Il Tribunale per i minorenni di Roma, nel 2013, dichiarava lo stato di adottabilità di una minore di dieci anni sul presupposto della inadeguatezza genitoriale di entrambi i genitori, i quali avevano tenuto la figlia in un completo stato di isolamento, impedendone ogni frequentazione che non fosse quella con i soli genitori, tanto da non farle nemmeno frequentare alcuna scuola.
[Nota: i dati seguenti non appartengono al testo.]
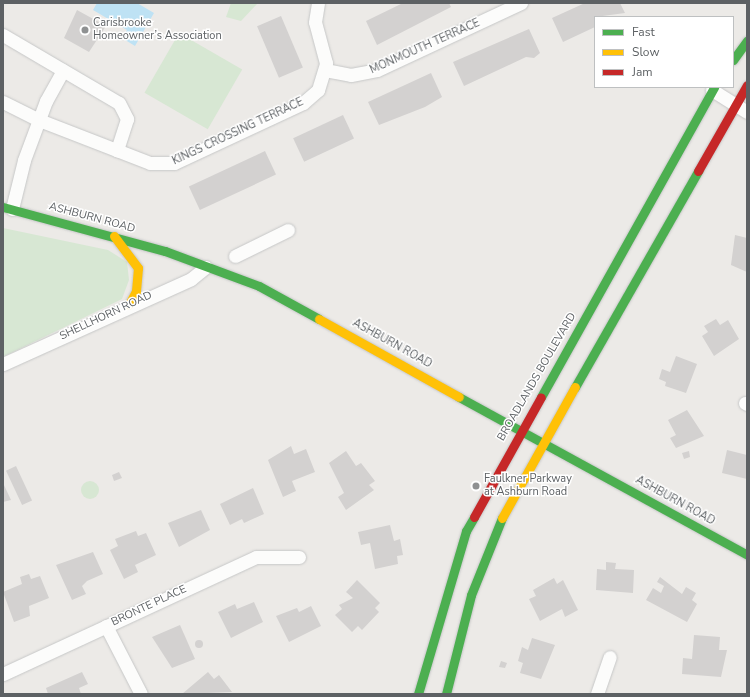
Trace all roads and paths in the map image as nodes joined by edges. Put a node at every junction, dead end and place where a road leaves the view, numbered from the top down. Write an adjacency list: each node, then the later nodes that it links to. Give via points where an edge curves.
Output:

Dopo l'apertura del fascicolo da parte della Procura, la bimba veniva collocata in una struttura comunitaria e si apriva il procedimento di verifica della genitorialità. Quest'ultima dava esito negativo, avendo la madre dimostrato di perseverare nelle proprie convinzioni, addirittura spingendosi a rimproverare la figlia di rivelare le sue condizioni di vita in famiglia e di preferire la vita in comunità. I genitori, che si vedevano respingere anche il ricorso in Appello avanzato avverso la sentenza dichiarativa dello stato di adottabilità emessa dal Tribunale per i minorenni, proponevano pertanto anche ricorso avanti la Suprema Corte che emetteva la sentenza quivi in esame.

La questione

La assoluta peculiarità della questione è costituita dalla valutazione del presupposti necessari e sufficienti per la dichiarazione dello stato di adottabilità di un minore che, come nella fattispecie in esame, può conseguire a un distorto ed estremizzato senso protettivo ed educativo del minore stesso in capo ai genitori. Tale valutazione che deve essere compiuta da parte del Giudice ponendo al centro dell'attenzione esclusivamente il supremo e superiore interesse del minore.

Le soluzioni giuridiche

La Suprema Corte, avallando totalmente le conclusioni già tratte dalla Corte di Appello e, quindi, respingendo il ricorso dei genitori anche nel terzo grado di giudizio, affronta la questione partendo dall'esame dell'art. 8 l. 4 maggio 1983 n. 184, ai sensi del quale la situazione di abbandono di un minore è presupposto necessario per la dichiarazione dello stato di adottabilità.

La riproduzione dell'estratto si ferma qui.